Mi amigo, el fotógrafo Gary, llegó al restaurante por un lomo a lo pobre con huevito y plátano frito. Para tomar pidió una jarrita de chicha morada. “María, las mafias de extorsionadores volvieron a sembrar el terror en Lima. Con apenas horas de diferencia, asesinaron de ocho balazos al chofer de una combi informal en Mirones Bajo, quien llevaba a su madre como copiloto, y dispararon contra un bus de la empresa de transporte interprovincial Cruz del Sur que se dirigía a Ica con 32 pasajeros.
Es cierto que la presidenta Keiko Fujimori no tiene ni un mes en el cargo, pero no se nota lo que están haciendo para luchar contra este flagelo y lo peor, el ministro del Interior, César Astudillo, anunció que no relevará al jefe de la Policía, general Óscar Arriola. Este oficial, que no pudo capturar nunca al dueño de Perú Libre, Vladimir Cerrón, es cuestionado por los escasos logros en materia de seguridad”.
“Las organizaciones criminales han ido escalando en su accionar: empezaron extorsionando a mototaxis y combis informales, y luego a empresas de transporte formales para llegar ahora a los buses interprovinciales. ¿Qué sigue, las líneas aéreas?

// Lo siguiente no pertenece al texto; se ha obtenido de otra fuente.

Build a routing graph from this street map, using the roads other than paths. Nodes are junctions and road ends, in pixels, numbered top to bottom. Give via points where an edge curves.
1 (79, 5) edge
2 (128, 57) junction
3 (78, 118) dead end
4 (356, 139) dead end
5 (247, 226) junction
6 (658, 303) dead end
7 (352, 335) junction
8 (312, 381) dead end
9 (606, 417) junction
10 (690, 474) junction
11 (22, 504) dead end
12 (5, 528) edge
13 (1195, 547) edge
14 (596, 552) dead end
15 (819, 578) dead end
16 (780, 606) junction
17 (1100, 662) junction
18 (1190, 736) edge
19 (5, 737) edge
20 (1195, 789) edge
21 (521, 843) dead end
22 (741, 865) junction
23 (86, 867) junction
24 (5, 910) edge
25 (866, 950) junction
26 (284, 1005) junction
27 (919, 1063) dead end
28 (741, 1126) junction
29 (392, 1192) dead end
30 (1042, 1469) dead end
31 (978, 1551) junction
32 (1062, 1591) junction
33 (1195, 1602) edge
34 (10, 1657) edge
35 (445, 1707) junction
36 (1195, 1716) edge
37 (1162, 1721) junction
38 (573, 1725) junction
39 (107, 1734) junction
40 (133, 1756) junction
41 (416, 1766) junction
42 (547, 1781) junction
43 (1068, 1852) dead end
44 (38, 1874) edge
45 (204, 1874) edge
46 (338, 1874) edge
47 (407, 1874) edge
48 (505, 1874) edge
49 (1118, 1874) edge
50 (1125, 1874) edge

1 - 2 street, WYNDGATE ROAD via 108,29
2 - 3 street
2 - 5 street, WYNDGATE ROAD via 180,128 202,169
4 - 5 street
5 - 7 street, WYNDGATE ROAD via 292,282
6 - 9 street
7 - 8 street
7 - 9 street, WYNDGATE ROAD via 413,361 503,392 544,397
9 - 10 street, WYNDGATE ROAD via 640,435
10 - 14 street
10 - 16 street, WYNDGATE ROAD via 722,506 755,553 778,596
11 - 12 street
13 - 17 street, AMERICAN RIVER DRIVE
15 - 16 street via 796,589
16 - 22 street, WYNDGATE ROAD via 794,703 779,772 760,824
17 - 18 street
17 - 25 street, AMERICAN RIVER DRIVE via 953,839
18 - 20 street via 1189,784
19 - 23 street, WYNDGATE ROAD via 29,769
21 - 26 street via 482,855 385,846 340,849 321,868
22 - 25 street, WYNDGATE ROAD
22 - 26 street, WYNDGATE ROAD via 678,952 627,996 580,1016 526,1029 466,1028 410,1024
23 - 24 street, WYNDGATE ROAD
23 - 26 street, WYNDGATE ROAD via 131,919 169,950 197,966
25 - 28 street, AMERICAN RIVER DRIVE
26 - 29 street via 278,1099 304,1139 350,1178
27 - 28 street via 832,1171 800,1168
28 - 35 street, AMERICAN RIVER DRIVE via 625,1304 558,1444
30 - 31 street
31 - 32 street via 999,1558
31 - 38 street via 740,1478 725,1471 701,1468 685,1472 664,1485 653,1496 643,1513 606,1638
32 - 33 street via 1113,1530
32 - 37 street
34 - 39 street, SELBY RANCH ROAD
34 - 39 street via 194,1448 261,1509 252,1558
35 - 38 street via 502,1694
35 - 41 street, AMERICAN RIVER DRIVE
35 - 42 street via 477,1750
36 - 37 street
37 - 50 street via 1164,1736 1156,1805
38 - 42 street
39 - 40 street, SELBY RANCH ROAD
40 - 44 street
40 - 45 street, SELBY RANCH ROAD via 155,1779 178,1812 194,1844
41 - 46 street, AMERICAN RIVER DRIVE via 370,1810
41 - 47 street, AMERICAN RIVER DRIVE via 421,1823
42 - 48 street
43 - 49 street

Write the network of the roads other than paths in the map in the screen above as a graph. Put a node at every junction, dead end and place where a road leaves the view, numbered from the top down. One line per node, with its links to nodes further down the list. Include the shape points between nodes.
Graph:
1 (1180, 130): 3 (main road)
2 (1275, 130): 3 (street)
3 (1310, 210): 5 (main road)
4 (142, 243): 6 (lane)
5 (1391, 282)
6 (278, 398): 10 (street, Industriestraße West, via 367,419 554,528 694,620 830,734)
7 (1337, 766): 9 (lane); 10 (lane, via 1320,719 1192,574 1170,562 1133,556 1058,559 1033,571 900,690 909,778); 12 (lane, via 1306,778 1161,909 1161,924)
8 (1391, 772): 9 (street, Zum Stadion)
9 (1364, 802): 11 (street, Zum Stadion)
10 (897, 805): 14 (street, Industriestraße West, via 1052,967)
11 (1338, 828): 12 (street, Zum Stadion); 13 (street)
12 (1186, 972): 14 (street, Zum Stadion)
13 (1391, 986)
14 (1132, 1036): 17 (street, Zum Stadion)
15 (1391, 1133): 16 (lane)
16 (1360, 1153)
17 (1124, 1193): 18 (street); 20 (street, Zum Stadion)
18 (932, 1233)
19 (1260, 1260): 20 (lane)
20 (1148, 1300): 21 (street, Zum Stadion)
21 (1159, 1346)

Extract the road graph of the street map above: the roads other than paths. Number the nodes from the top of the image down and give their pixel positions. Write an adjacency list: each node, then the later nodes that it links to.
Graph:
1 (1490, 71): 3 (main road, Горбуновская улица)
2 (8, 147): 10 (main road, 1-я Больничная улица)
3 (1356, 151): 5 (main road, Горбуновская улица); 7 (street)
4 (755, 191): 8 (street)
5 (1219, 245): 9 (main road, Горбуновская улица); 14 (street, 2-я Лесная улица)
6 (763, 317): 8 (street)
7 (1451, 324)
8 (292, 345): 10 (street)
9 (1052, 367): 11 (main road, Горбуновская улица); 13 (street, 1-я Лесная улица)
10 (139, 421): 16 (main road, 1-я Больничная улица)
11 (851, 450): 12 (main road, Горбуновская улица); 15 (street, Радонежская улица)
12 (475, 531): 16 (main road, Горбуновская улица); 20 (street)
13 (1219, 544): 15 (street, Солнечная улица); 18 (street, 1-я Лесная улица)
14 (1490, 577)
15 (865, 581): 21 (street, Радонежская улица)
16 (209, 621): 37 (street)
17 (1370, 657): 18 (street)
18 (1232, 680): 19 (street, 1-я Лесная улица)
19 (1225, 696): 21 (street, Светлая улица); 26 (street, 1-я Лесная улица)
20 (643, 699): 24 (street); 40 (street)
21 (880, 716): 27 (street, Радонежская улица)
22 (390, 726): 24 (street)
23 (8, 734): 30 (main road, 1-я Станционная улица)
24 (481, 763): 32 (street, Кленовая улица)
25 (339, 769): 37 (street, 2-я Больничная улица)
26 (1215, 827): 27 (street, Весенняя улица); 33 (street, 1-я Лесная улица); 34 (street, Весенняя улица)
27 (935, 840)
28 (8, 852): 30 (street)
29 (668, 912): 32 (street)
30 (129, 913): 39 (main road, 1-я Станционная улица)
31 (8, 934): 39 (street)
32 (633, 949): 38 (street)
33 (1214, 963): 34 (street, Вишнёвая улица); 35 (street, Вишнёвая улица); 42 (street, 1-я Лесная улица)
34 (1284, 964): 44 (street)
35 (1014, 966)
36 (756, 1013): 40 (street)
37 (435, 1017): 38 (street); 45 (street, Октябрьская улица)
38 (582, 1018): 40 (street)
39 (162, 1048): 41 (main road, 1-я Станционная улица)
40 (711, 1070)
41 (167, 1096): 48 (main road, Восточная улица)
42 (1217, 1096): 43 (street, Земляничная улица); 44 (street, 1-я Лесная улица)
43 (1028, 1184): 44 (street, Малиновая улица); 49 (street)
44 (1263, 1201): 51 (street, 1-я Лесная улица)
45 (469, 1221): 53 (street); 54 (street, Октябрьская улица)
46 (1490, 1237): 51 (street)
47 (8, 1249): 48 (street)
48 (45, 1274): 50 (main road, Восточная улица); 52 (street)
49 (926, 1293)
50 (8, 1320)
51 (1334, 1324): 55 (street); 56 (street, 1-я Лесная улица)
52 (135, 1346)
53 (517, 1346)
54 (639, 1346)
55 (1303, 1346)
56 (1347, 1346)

Pero lo que más cólera da es que este Poder Judicial y este Ministerio Público liberan todos los días a los hampones que capturan los policías. Argumentan leguleyadas o falta de procedimiento. Fíjense que el menor de edad alias ‘Dominick’, quien asesinó a tiros al apodado ‘Careca’, había sido capturado varias veces en anteriores oportunidades, pero siempre salía libre.
Por eso, basta de las autoridades que se preocupan por defender los derechos de los hampones más que de los trabajadores honestos o de las víctimas de atracos, secuestros y extorsiones. El combate contra las mafias tiene varias aristas: la policial (que se capture a los maleantes), judicial (que los metan presos) y la administración penal (que se construya cárceles de alta seguridad, donde los presos no tengan comunicación con el exterior)”. Gary tiene razón. Me voy, cuídense.